Google+ was launched sometime in 2011. It got rave reviews and many technology enthusiasts claimed that it was much better than Facebook and advised users to switch. More than two years later Facebook continues to be the leader and Google+ is at best an also ran.
The moral of the story is that a better product doesn’t always win in the market place. And there are various reasons for the same. In case of Google Plus versus Facebook it was a clear case of the network effect.
As Niraj Dawar writes in Tilt – Shifting Your Strategy from Products to Customers “For those who want to be a part of a social network, it makes sense to congregate where everybody else is hanging out. There is only one village square on the Internet, and it is run by Facebook. Being on a different square from everyone else doesn’t get you anywhere—you just miss the party.”
This was the main reason why people did not move from Facebook to Google+, even though it may have been the better product. “Google + may offer features such as greater privacy or group video chat,” writes Dawar, but it fails to “create the positive feedback loop, because it makes sense for everybody to be where everybody else already is.”

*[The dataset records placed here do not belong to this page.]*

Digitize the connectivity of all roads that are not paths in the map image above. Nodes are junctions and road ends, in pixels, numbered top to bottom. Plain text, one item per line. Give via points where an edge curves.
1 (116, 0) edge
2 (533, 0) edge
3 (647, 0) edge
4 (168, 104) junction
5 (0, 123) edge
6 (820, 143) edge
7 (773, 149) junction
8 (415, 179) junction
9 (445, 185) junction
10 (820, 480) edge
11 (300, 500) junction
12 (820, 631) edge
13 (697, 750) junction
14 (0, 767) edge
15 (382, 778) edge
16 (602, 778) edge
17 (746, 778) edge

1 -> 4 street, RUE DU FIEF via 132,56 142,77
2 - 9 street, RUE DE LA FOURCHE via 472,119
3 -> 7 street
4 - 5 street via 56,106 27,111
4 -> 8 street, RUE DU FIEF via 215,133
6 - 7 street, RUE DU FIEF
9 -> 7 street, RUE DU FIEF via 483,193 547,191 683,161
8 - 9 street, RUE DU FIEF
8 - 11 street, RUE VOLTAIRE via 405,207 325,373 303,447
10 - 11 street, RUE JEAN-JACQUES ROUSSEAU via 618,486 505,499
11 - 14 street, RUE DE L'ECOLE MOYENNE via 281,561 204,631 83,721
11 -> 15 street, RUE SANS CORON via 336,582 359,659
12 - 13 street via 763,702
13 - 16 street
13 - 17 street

Hence, people stayed on Facebook because everyone else was on it as well. So, even though most people may have the mandatory Google+ account, but ask them where they spend a good amount of their social networking time, and the answer you will get is Facebook.

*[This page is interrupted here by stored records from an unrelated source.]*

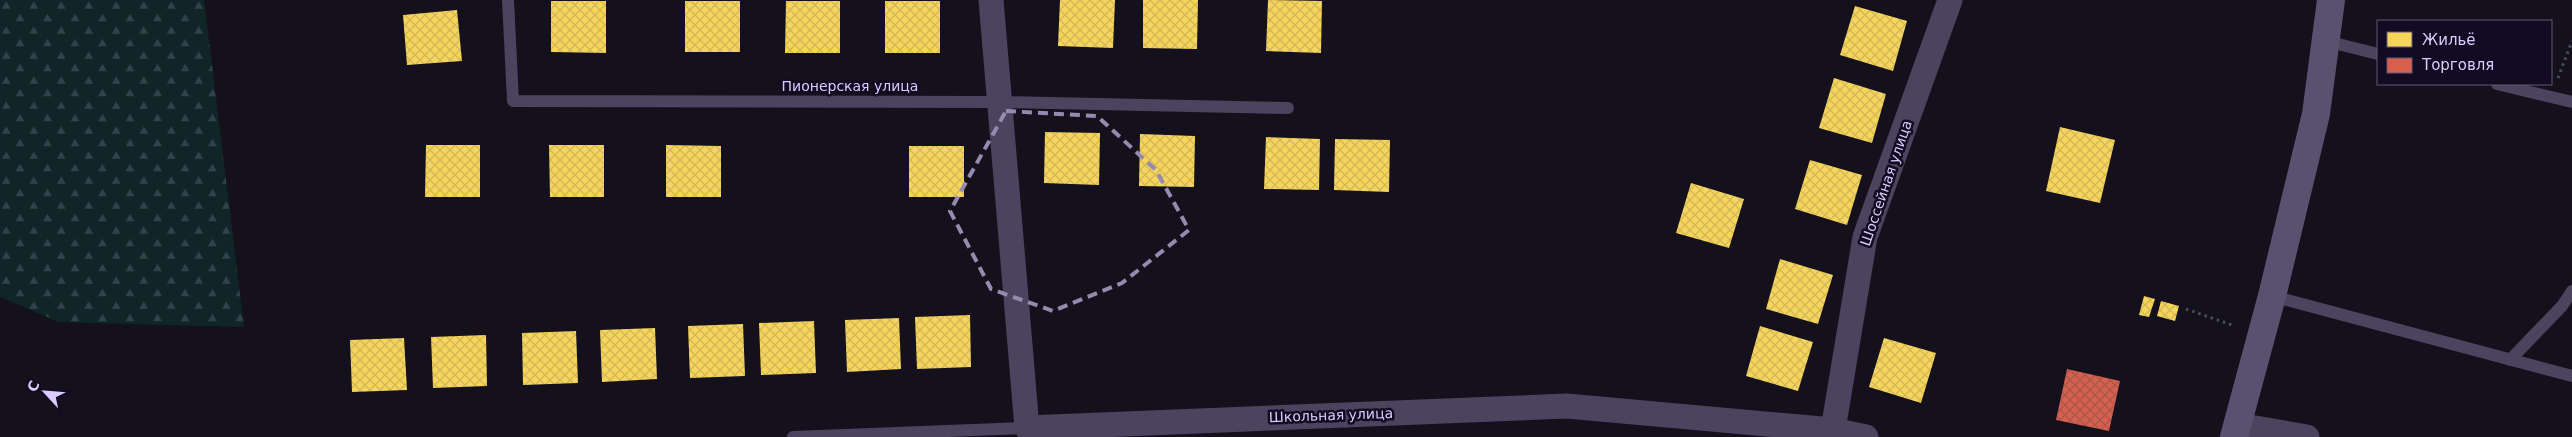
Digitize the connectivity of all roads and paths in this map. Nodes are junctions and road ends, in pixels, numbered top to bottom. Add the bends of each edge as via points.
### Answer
1 (508, 0) edge
2 (991, 0) edge
3 (1950, 0) edge
4 (2331, 0) edge
5 (2326, 41) junction
6 (2572, 41) edge
7 (2377, 54) edge
8 (2501, 85) edge
9 (2550, 97) junction
10 (999, 102) junction
11 (2572, 102) edge
12 (1288, 108) dead end
13 (2572, 291) edge
14 (2272, 296) junction
15 (2186, 309) dead end
16 (2262, 335) junction
17 (2510, 360) junction
18 (2572, 376) edge
19 (1027, 428) junction
20 (1834, 430) junction
21 (2236, 431) edge
22 (793, 437) edge
23 (1866, 437) edge
24 (2307, 437) edge

1 - 10 lane, Пионерская улица via 513,101
2 - 10 street
3 - 20 street, Шоссейная улица via 1865,237
4 - 5 main road
5 - 7 lane
5 - 14 main road via 2316,114
6 - 9 path
8 - 9 lane
9 - 11 lane
10 - 12 lane, Пионерская улица
10 - 19 street
13 - 17 lane via 2562,306
14 - 16 main road
14 - 17 lane
15 - 16 path
16 - 21 main road
17 - 18 lane
19 - 20 street, Школьная улица via 1567,406
19 - 22 lane, Школьная улица
20 - 23 street, Школьная улица
21 - 24 street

An excellent example of the network effect being the main reason for the success of a product is the WhatsApp messenger. Despite the fact that there are other players in the market which are advertising very heavily, WhatsApp continues to hold its ground.
Another area where the network effect plays out these days are the movies. “With social networks’ rapid dissemination of information, these types of brand network effects have been turbocharged—they occur more rapidly and forcefully than ever before. A movie now flops or hits as a result of the first forty-eight hours of tweeting and box office sales,” writes Dawar. The holiday season and long weekends are littered with examples of several bad movies, which people watched because everyone else had.
At times what also happens is that the criteria for success that the company had backed on, turns out to be different from what consumers think it should be. Take the case of the VHS versus Betamax battle for the video standard, between Sony and Matsushita, both Japanese companies. Sony decided to concentrate on video quality whereas Matsushita decided to concentrate on longer recording time, which ultimately became the key differentiator between the two standards.
By concentrating on the quality of the video Sony was just doing what it had done in the past. But consumers, it turned out, were looking for a longer recording time and were willing to compromise on the quality of the video.
At times, the consumers don’t have a role to play and have to go with what is offered. Take the case of the battle between Blu-ray and HD-DVD, two competing DVD formats. As Karl Stark and Bill Stewart write in an article titled Why Better Products Don’t Always Winon Inc.com “Unfortunately differentiating factors aren’t always clear, and consumers don’t always get the right to choose. Consider the battle between Blu-ray and HD-DVD; while consumers could buy either product, ultimately the war was fought over which content providers would exclusively back each format. Since more content was available on Blu-ray, it ended up creating more customer value, despite the possibility that HD-DVD was a technically superior product.”
Once the consumer is on the Blu-ray format, there is a huge cost of switching to HD-DVD, even though HD-DVD may catch up in terms of content that is available on it to be viewed.
On occasions what also happens is that the brand association of a particular product being the best product in that category is very strong and competitors can’t break it. Take the case of Gillette. As Dawar writes “After more than a century of blade technology, Gillette still controls when the market moves onto the next generation of razor and blade. And even though for the past three decades, competitors have known that the next-generation blade from Gillette will carry one additional cutting edge and some added swivel or vibration, they’ve never pre-empted the third, fourth, or fifth blade.”
Why is that the case? “Because there is little to gain from preemption. Gillette owns the customers’ criterion, and the additional blade becomes credible and viable only when Gillette decides to introduce it, backed by a billion-dollar launch campaigns.”
The chip maker Intel is in a similar sort of situation. Consumers believe that the chip is the fastest chip in the market, only if it comes from Intel. “Both AMD’s K-6 chip and the PowerPC chip were faster than the fastest Intel chip on the market at the time of their launch. But the two challengers were unable to move the market,” writes Dawar.
To conclude, let me quote Stark and Stewart: “Better products win when the total value – that is, the benefits minus the cost – is clear and measurable to the customer and creates more value than comparable offerings.” The trouble is it is difficult to figure out in advance what creates more value for the customer. Even the customer may not know the answer to that question.